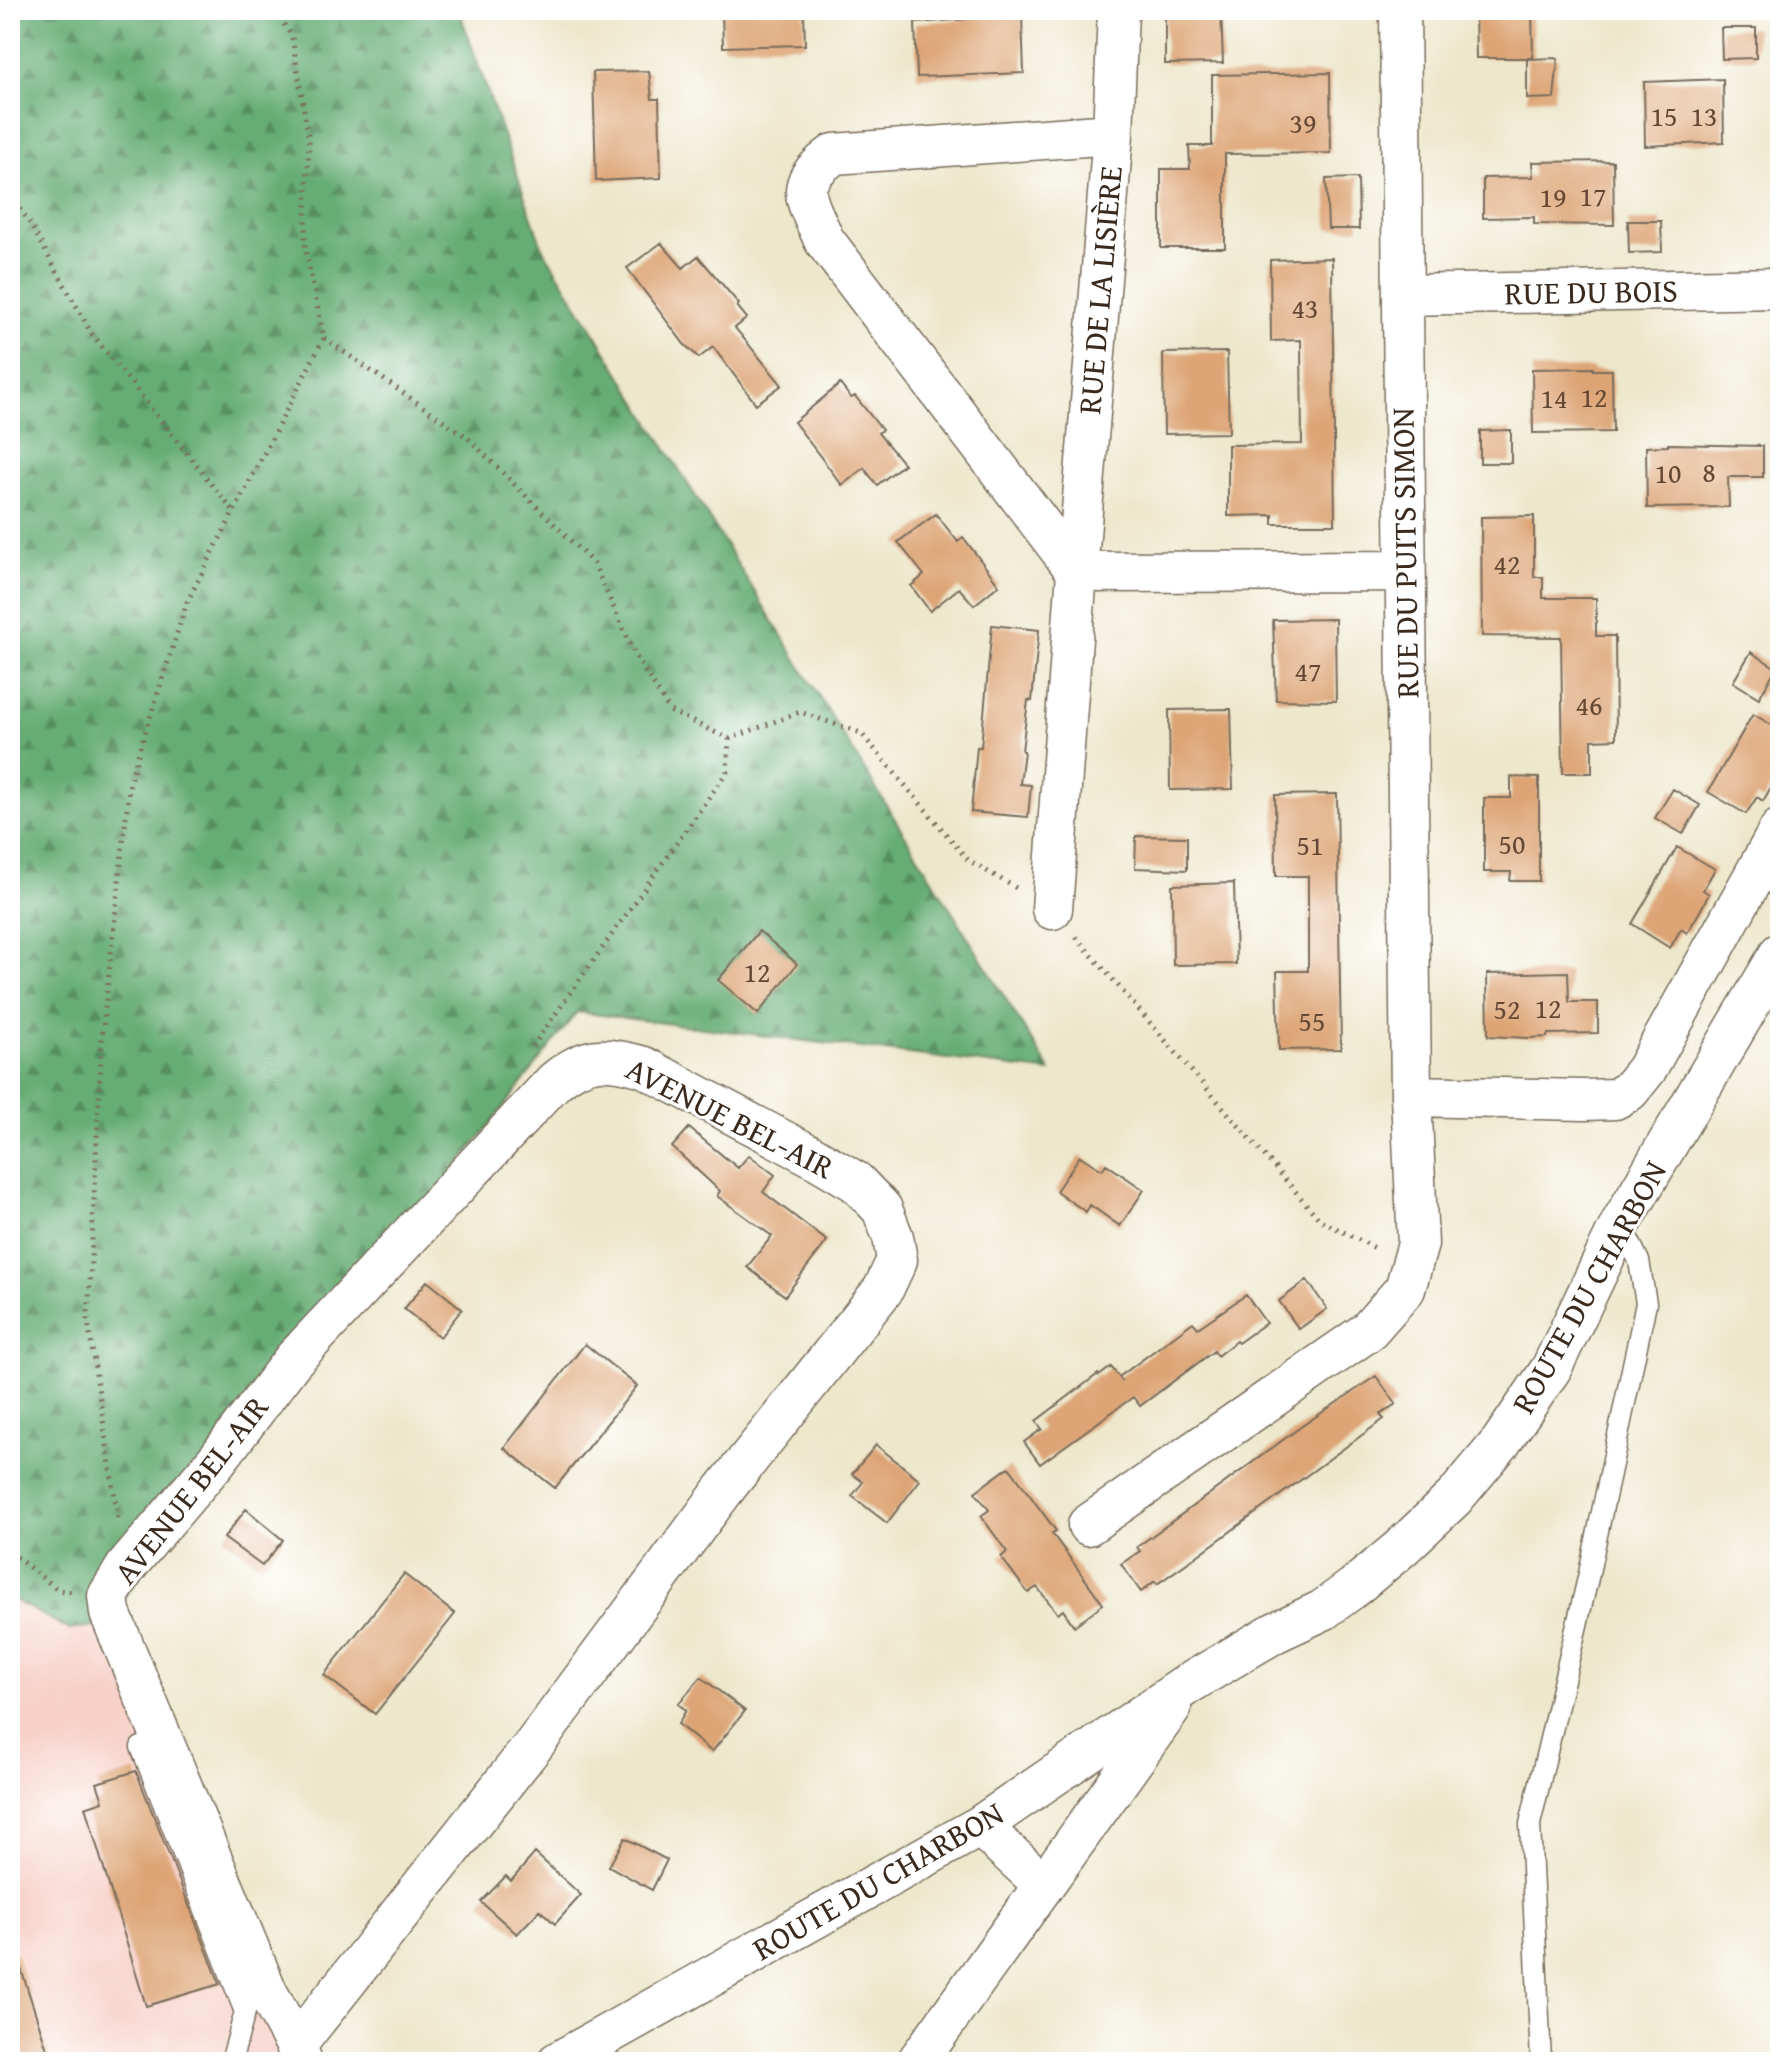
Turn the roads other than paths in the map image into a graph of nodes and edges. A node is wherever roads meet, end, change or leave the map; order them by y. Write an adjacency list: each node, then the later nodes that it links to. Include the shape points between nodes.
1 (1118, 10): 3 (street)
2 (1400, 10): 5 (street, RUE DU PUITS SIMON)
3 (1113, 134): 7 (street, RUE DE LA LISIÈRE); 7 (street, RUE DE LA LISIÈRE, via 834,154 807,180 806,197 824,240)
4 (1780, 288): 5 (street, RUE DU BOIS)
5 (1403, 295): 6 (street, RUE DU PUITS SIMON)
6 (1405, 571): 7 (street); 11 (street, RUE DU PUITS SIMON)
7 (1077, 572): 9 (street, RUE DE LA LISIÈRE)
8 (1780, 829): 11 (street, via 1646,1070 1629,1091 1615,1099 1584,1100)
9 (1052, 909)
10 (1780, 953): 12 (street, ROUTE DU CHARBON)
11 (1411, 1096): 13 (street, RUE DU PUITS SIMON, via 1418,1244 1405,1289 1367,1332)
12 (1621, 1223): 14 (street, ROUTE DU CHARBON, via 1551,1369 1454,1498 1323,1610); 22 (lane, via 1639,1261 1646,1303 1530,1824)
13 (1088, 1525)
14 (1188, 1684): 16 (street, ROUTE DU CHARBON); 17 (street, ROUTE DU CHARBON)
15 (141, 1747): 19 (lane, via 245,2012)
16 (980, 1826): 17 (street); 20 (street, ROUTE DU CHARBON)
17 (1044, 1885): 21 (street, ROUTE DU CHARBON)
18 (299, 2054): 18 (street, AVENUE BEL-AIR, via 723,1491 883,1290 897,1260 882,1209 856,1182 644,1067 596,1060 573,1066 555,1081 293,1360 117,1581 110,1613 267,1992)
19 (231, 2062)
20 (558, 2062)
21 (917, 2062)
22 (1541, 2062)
· · · · ·
ACTIVITY —
Word for word, reproduce all of the entries above and omit the pictures.

REPLY TO THE EXERCISE —
Turn the roads other than paths in the map image into a graph of nodes and edges. A node is wherever roads meet, end, change or leave the map; order them by y. Write an adjacency list: each node, then the later nodes that it links to. Include the shape points between nodes.
1 (1118, 10): 3 (street)
2 (1400, 10): 5 (street, RUE DU PUITS SIMON)
3 (1113, 134): 7 (street, RUE DE LA LISIÈRE); 7 (street, RUE DE LA LISIÈRE, via 834,154 807,180 806,197 824,240)
4 (1780, 288): 5 (street, RUE DU BOIS)
5 (1403, 295): 6 (street, RUE DU PUITS SIMON)
6 (1405, 571): 7 (street); 11 (street, RUE DU PUITS SIMON)
7 (1077, 572): 9 (street, RUE DE LA LISIÈRE)
8 (1780, 829): 11 (street, via 1646,1070 1629,1091 1615,1099 1584,1100)
9 (1052, 909)
10 (1780, 953): 12 (street, ROUTE DU CHARBON)
11 (1411, 1096): 13 (street, RUE DU PUITS SIMON, via 1418,1244 1405,1289 1367,1332)
12 (1621, 1223): 14 (street, ROUTE DU CHARBON, via 1551,1369 1454,1498 1323,1610); 22 (lane, via 1639,1261 1646,1303 1530,1824)
13 (1088, 1525)
14 (1188, 1684): 16 (street, ROUTE DU CHARBON); 17 (street, ROUTE DU CHARBON)
15 (141, 1747): 19 (lane, via 245,2012)
16 (980, 1826): 17 (street); 20 (street, ROUTE DU CHARBON)
17 (1044, 1885): 21 (street, ROUTE DU CHARBON)
18 (299, 2054): 18 (street, AVENUE BEL-AIR, via 723,1491 883,1290 897,1260 882,1209 856,1182 644,1067 596,1060 573,1066 555,1081 293,1360 117,1581 110,1613 267,1992)
19 (231, 2062)
20 (558, 2062)
21 (917, 2062)
22 (1541, 2062)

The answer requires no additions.